While there’s a lot that works about all three, there are big issues with each, and they run deep. Like many things (maybe everything?), it’s the way it is because of the incentive systems currently in place.
If you’re not well-versed in how scientific research works and the economic systems/incentives that drive it, or if you want to see it all concisely laid out, I highly recommend this article, Magna Carta Scientiae, by @atoms_org. I also recommend this post, How Life Sciences Actually Work: Findings of a Year-Long Investigation, by Alexey Guzey, founder of New Science.
Our age-old problems in science are fixable
I feel like many of us scientists have tended to think these issues with research funding, knowledge dissemination, and translation would probably never be solved (or not in our lifetime).
I for one have been mad/perplexed about the way things work in science for almost a decade, starting soon after I started in the lab in 2010. I’ve been told time and again that that’s our system, deal with it if you want to do science.
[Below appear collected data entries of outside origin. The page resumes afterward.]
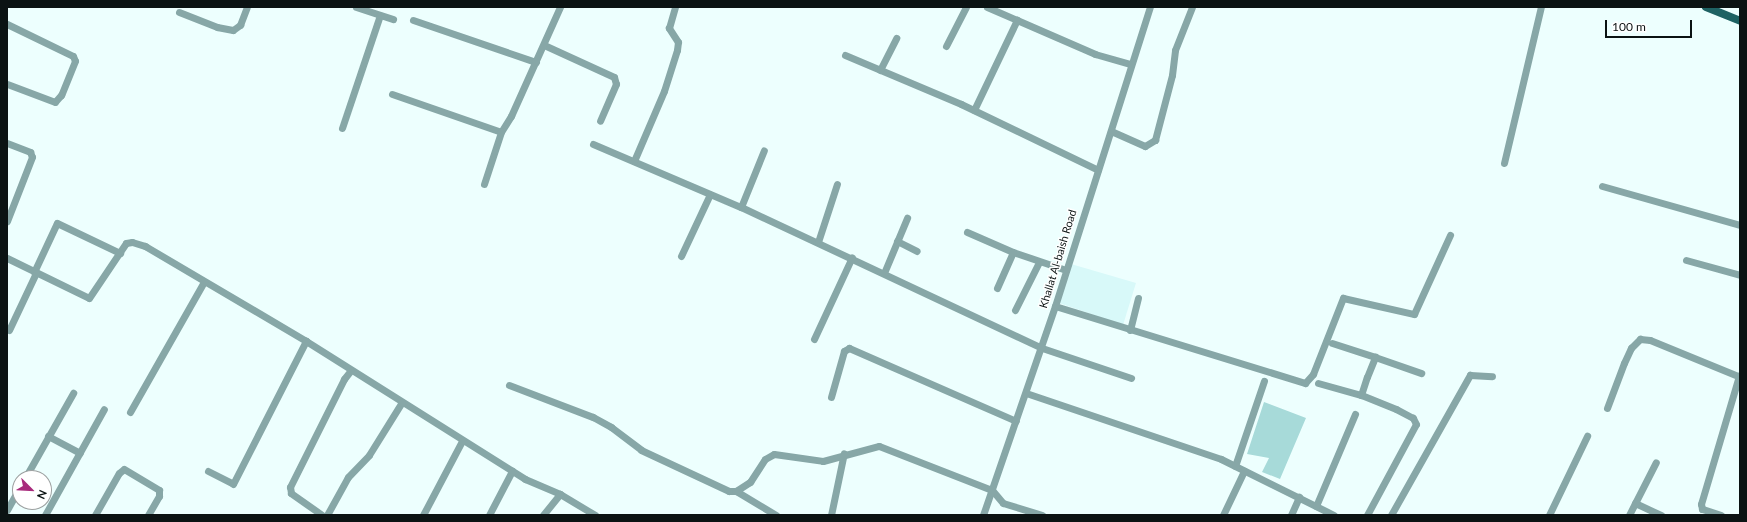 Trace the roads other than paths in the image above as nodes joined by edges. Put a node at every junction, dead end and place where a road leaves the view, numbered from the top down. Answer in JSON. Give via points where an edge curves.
{"nodes":[{"id":1,"x":247,"y":7,"type":"edge"},
{"id":2,"x":356,"y":7,"type":"edge"},
{"id":3,"x":552,"y":7,"type":"edge"},
{"id":4,"x":675,"y":7,"type":"edge"},
{"id":5,"x":966,"y":7,"type":"edge"},
{"id":6,"x":987,"y":7,"type":"edge"},
{"id":7,"x":1150,"y":7,"type":"edge"},
{"id":8,"x":1192,"y":7,"type":"edge"},
{"id":9,"x":1542,"y":7,"type":"edge"},
{"id":10,"x":1706,"y":7,"type":"edge"},
{"id":11,"x":560,"y":8,"type":"edge"},
{"id":12,"x":179,"y":12,"type":"dead end"},
{"id":13,"x":380,"y":15,"type":"junction"},
{"id":14,"x":393,"y":19,"type":"dead end"},
{"id":15,"x":414,"y":20,"type":"dead end"},
{"id":16,"x":1017,"y":20,"type":"junction"},
{"id":17,"x":1740,"y":21,"type":"edge"},
{"id":18,"x":7,"y":24,"type":"edge"},
{"id":19,"x":896,"y":38,"type":"dead end"},
{"id":20,"x":544,"y":45,"type":"junction"},
{"id":21,"x":946,"y":46,"type":"dead end"},
{"id":22,"x":845,"y":55,"type":"dead end"},
{"id":23,"x":536,"y":62,"type":"junction"},
{"id":24,"x":1131,"y":64,"type":"junction"},
{"id":25,"x":880,"y":70,"type":"junction"},
{"id":26,"x":7,"y":84,"type":"edge"},
{"id":27,"x":392,"y":94,"type":"dead end"},
{"id":28,"x":974,"y":110,"type":"junction"},
{"id":29,"x":600,"y":121,"type":"dead end"},
{"id":30,"x":342,"y":128,"type":"dead end"},
{"id":31,"x":1111,"y":131,"type":"junction"},
{"id":32,"x":501,"y":132,"type":"junction"},
{"id":33,"x":7,"y":143,"type":"edge"},
{"id":34,"x":593,"y":144,"type":"dead end"},
{"id":35,"x":764,"y":150,"type":"dead end"},
{"id":36,"x":634,"y":161,"type":"junction"},
{"id":37,"x":1504,"y":162,"type":"dead end"},
{"id":38,"x":1098,"y":170,"type":"junction"},
{"id":39,"x":484,"y":184,"type":"dead end"},
{"id":40,"x":837,"y":184,"type":"dead end"},
{"id":41,"x":1602,"y":186,"type":"dead end"},
{"id":42,"x":710,"y":194,"type":"junction"},
{"id":43,"x":10,"y":205,"type":"edge"},
{"id":44,"x":741,"y":207,"type":"junction"},
{"id":45,"x":907,"y":218,"type":"dead end"},
{"id":46,"x":7,"y":221,"type":"edge"},
{"id":47,"x":1740,"y":225,"type":"edge"},
{"id":48,"x":968,"y":232,"type":"dead end"},
{"id":49,"x":1450,"y":236,"type":"dead end"},
{"id":50,"x":897,"y":241,"type":"junction"},
{"id":51,"x":818,"y":242,"type":"junction"},
{"id":52,"x":917,"y":251,"type":"dead end"},
{"id":53,"x":1013,"y":252,"type":"junction"},
{"id":54,"x":120,"y":253,"type":"junction"},
{"id":55,"x":681,"y":256,"type":"dead end"},
{"id":56,"x":852,"y":257,"type":"junction"},
{"id":57,"x":7,"y":258,"type":"edge"},
{"id":58,"x":1686,"y":260,"type":"dead end"},
{"id":59,"x":1039,"y":262,"type":"junction"},
{"id":60,"x":1066,"y":270,"type":"junction"},
{"id":61,"x":35,"y":272,"type":"junction"},
{"id":62,"x":884,"y":272,"type":"junction"},
{"id":63,"x":1740,"y":275,"type":"edge"},
{"id":64,"x":204,"y":282,"type":"junction"},
{"id":65,"x":997,"y":288,"type":"dead end"},
{"id":66,"x":1138,"y":298,"type":"dead end"},
{"id":67,"x":1055,"y":306,"type":"junction"},
{"id":68,"x":1015,"y":310,"type":"dead end"},
{"id":69,"x":9,"y":330,"type":"dead end"},
{"id":70,"x":1130,"y":330,"type":"junction"},
{"id":71,"x":814,"y":339,"type":"dead end"},
{"id":72,"x":306,"y":341,"type":"junction"},
{"id":73,"x":1332,"y":344,"type":"dead end"},
{"id":74,"x":1042,"y":348,"type":"junction"},
{"id":75,"x":1375,"y":357,"type":"junction"},
{"id":76,"x":351,"y":370,"type":"junction"},
{"id":77,"x":1421,"y":373,"type":"dead end"},
{"id":78,"x":1492,"y":376,"type":"dead end"},
{"id":79,"x":1739,"y":377,"type":"edge"},
{"id":80,"x":1131,"y":378,"type":"dead end"},
{"id":81,"x":1264,"y":381,"type":"dead end"},
{"id":82,"x":1318,"y":383,"type":"dead end"},
{"id":83,"x":509,"y":385,"type":"dead end"},
{"id":84,"x":73,"y":393,"type":"dead end"},
{"id":85,"x":1026,"y":393,"type":"junction"},
{"id":86,"x":1361,"y":395,"type":"junction"},
{"id":87,"x":831,"y":396,"type":"dead end"},
{"id":88,"x":402,"y":402,"type":"junction"},
{"id":89,"x":1607,"y":408,"type":"dead end"},
{"id":90,"x":104,"y":409,"type":"dead end"},
{"id":91,"x":130,"y":412,"type":"dead end"},
{"id":92,"x":1355,"y":414,"type":"dead end"},
{"id":93,"x":1016,"y":421,"type":"junction"},
{"id":94,"x":48,"y":436,"type":"junction"},
{"id":95,"x":1587,"y":436,"type":"dead end"},
{"id":96,"x":462,"y":441,"type":"junction"},
{"id":97,"x":80,"y":453,"type":"junction"},
{"id":98,"x":844,"y":453,"type":"junction"},
{"id":99,"x":1656,"y":462,"type":"dead end"},
{"id":100,"x":1235,"y":466,"type":"junction"},
{"id":101,"x":29,"y":470,"type":"edge"},
{"id":102,"x":208,"y":471,"type":"dead end"},
{"id":103,"x":512,"y":471,"type":"junction"},
{"id":104,"x":1244,"y":471,"type":"junction"},
{"id":105,"x":992,"y":490,"type":"junction"},
{"id":106,"x":736,"y":491,"type":"junction"},
{"id":107,"x":560,"y":494,"type":"junction"},
{"id":108,"x":1299,"y":497,"type":"junction"},
{"id":109,"x":12,"y":501,"type":"edge"},
{"id":110,"x":1635,"y":503,"type":"junction"},
{"id":111,"x":1316,"y":506,"type":"junction"},
{"id":112,"x":7,"y":510,"type":"edge"},
{"id":113,"x":45,"y":515,"type":"edge"},
{"id":114,"x":95,"y":515,"type":"edge"},
{"id":115,"x":148,"y":515,"type":"edge"},
{"id":116,"x":322,"y":515,"type":"edge"},
{"id":117,"x":327,"y":515,"type":"edge"},
{"id":118,"x":423,"y":515,"type":"edge"},
{"id":119,"x":489,"y":515,"type":"edge"},
{"id":120,"x":543,"y":515,"type":"edge"},
{"id":121,"x":595,"y":515,"type":"edge"},
{"id":122,"x":776,"y":515,"type":"edge"},
{"id":123,"x":831,"y":515,"type":"edge"},
{"id":124,"x":982,"y":515,"type":"edge"},
{"id":125,"x":1042,"y":515,"type":"edge"},
{"id":126,"x":1223,"y":515,"type":"edge"},
{"id":127,"x":1291,"y":515,"type":"edge"},
{"id":128,"x":1334,"y":515,"type":"edge"},
{"id":129,"x":1367,"y":515,"type":"edge"},
{"id":130,"x":1391,"y":515,"type":"edge"},
{"id":131,"x":1549,"y":515,"type":"edge"},
{"id":132,"x":1629,"y":515,"type":"edge"},
{"id":133,"x":1661,"y":515,"type":"edge"},
{"id":134,"x":1721,"y":515,"type":"edge"}],
"edges":[{"from":1,"to":12,"type":"street","via":[[240,25],[233,30],[217,27]]},
{"from":2,"to":13,"type":"street"},
{"from":3,"to":11,"type":"street"},
{"from":4,"to":36,"type":"street","via":[[669,28],[678,42],[678,50]]},
{"from":5,"to":21,"type":"street"},
{"from":6,"to":16,"type":"street"},
{"from":7,"to":24,"type":"street","name":"Khallat Al-baish Road"},
{"from":8,"to":31,"type":"street","via":[[1175,50],[1172,75],[1155,140],[1145,146]]},
{"from":9,"to":37,"type":"street"},
{"from":10,"to":17,"type":"main road"},
{"from":11,"to":20,"type":"street"},
{"from":13,"to":14,"type":"street"},
{"from":13,"to":30,"type":"street"},
{"from":15,"to":23,"type":"street"},
{"from":16,"to":24,"type":"street","via":[[1095,54]]},
{"from":16,"to":28,"type":"street"},
{"from":18,"to":26,"type":"street","via":[[73,56],[75,61],[61,95],[55,102]]},
{"from":19,"to":25,"type":"street"},
{"from":20,"to":23,"type":"street"},
{"from":20,"to":29,"type":"street","via":[[614,77],[616,84]]},
{"from":22,"to":25,"type":"street"},
{"from":23,"to":32,"type":"street"},
{"from":24,"to":31,"type":"street","name":"Khallat Al-baish Road"},
{"from":25,"to":28,"type":"street"},
{"from":27,"to":32,"type":"street"},
{"from":28,"to":38,"type":"street"},
{"from":31,"to":38,"type":"street","name":"Khallat Al-baish Road"},
{"from":32,"to":39,"type":"street"},
{"from":33,"to":43,"type":"street","via":[[32,155]]},
{"from":34,"to":36,"type":"street"},
{"from":35,"to":44,"type":"street"},
{"from":36,"to":42,"type":"street"},
{"from":38,"to":60,"type":"street","name":"Khallat Al-baish Road"},
{"from":40,"to":51,"type":"street"},
{"from":41,"to":47,"type":"street"},
{"from":42,"to":44,"type":"street"},
{"from":42,"to":55,"type":"street"},
{"from":43,"to":46,"type":"street"},
{"from":44,"to":51,"type":"street"},
{"from":45,"to":50,"type":"street"},
{"from":48,"to":53,"type":"street"},
{"from":49,"to":70,"type":"street","via":[[1414,314],[1344,298],[1313,374],[1305,383]]},
{"from":50,"to":52,"type":"street"},
{"from":50,"to":62,"type":"street"},
{"from":51,"to":56,"type":"street"},
{"from":53,"to":59,"type":"street"},
{"from":53,"to":65,"type":"street"},
{"from":54,"to":61,"type":"street","via":[[89,298]]},
{"from":54,"to":61,"type":"street","via":[[58,223]]},
{"from":54,"to":64,"type":"street","via":[[128,242],[138,244]]},
{"from":56,"to":62,"type":"street"},
{"from":56,"to":71,"type":"street"},
{"from":57,"to":61,"type":"street"},
{"from":58,"to":63,"type":"street"},
{"from":59,"to":60,"type":"street"},
{"from":59,"to":68,"type":"street"},
{"from":60,"to":67,"type":"street","name":"Khallat Al-baish Road"},
{"from":61,"to":69,"type":"street"},
{"from":62,"to":74,"type":"street"},
{"from":64,"to":72,"type":"street"},
{"from":64,"to":91,"type":"street"},
{"from":66,"to":70,"type":"street"},
{"from":67,"to":70,"type":"street"},
{"from":67,"to":74,"type":"street","name":"Khallat Al-baish Road"},
{"from":72,"to":76,"type":"street"},
{"from":72,"to":102,"type":"street","via":[[232,484]]},
{"from":73,"to":75,"type":"street"},
{"from":74,"to":80,"type":"street"},
{"from":74,"to":85,"type":"street","name":"Khallat Al-baish Road"},
{"from":75,"to":77,"type":"street"},
{"from":75,"to":86,"type":"street"},
{"from":76,"to":88,"type":"street"},
{"from":76,"to":116,"type":"street","via":[[290,487],[291,493]]},
{"from":78,"to":130,"type":"street","via":[[1470,375]]},
{"from":79,"to":89,"type":"street","via":[[1650,340],[1640,339],[1631,348]]},
{"from":79,"to":134,"type":"street","via":[[1701,504],[1702,509]]},
{"from":81,"to":100,"type":"street"},
{"from":82,"to":86,"type":"street"},
{"from":83,"to":106,"type":"street","via":[[593,417],[641,450],[716,486]]},
{"from":84,"to":94,"type":"street"},
{"from":85,"to":93,"type":"street","name":"Khallat Al-baish Road"},
{"from":85,"to":100,"type":"street","via":[[1176,443]]},
{"from":86,"to":129,"type":"street","via":[[1403,412],[1413,418],[1416,424]]},
{"from":87,"to":93,"type":"street","via":[[844,351],[849,348]]},
{"from":88,"to":96,"type":"street"},
{"from":88,"to":117,"type":"street","via":[[369,455],[348,477]]},
{"from":90,"to":97,"type":"street"},
{"from":92,"to":111,"type":"street"},
{"from":93,"to":105,"type":"street","name":"Khallat Al-baish Road"},
{"from":94,"to":97,"type":"street"},
{"from":94,"to":101,"type":"street"},
{"from":95,"to":131,"type":"street"},
{"from":96,"to":103,"type":"street"},
{"from":96,"to":118,"type":"street"},
{"from":97,"to":113,"type":"street"},
{"from":98,"to":105,"type":"street","via":[[871,446],[885,446]]},
{"from":98,"to":106,"type":"street","via":[[823,461],[774,454],[765,459],[750,482]]},
{"from":98,"to":123,"type":"street"},
{"from":99,"to":110,"type":"street"},
{"from":100,"to":104,"type":"street"},
{"from":103,"to":107,"type":"street"},
{"from":103,"to":119,"type":"street"},
{"from":104,"to":108,"type":"street"},
{"from":104,"to":126,"type":"street"},
{"from":105,"to":124,"type":"street","name":"Khallat Al-baish Road"},
{"from":105,"to":125,"type":"street","via":[[1003,503]]},
{"from":106,"to":122,"type":"street"},
{"from":107,"to":120,"type":"street"},
{"from":107,"to":121,"type":"street"},
{"from":108,"to":111,"type":"street"},
{"from":108,"to":127,"type":"street"},
{"from":109,"to":112,"type":"street"},
{"from":110,"to":132,"type":"street"},
{"from":110,"to":133,"type":"street"},
{"from":111,"to":128,"type":"street"},
{"from":114,"to":115,"type":"street","via":[[119,473],[124,469],[159,490],[159,496]]}]}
It was disheartening to learn about how publishing and funding works, how much time playing those games takes out of a scientist’s day, how much it all dictates what happens in the lab. Not to mention how little scientists/science are actually valued, even though this work and the people who do it underpin such an important part of society’s foundation.
As I talked about in my last post, the more time I spend with people in the tech/startup space, the more I’m realizing that science’s problems come from manmade systems of incentives, not from fundamental truths of the universe. I’ve learned that, luckily for us, the status quo can be redesigned without needing to convince arbiters of the current system to change. (See Airbnb not getting permission from hotels to revolutionize traveling).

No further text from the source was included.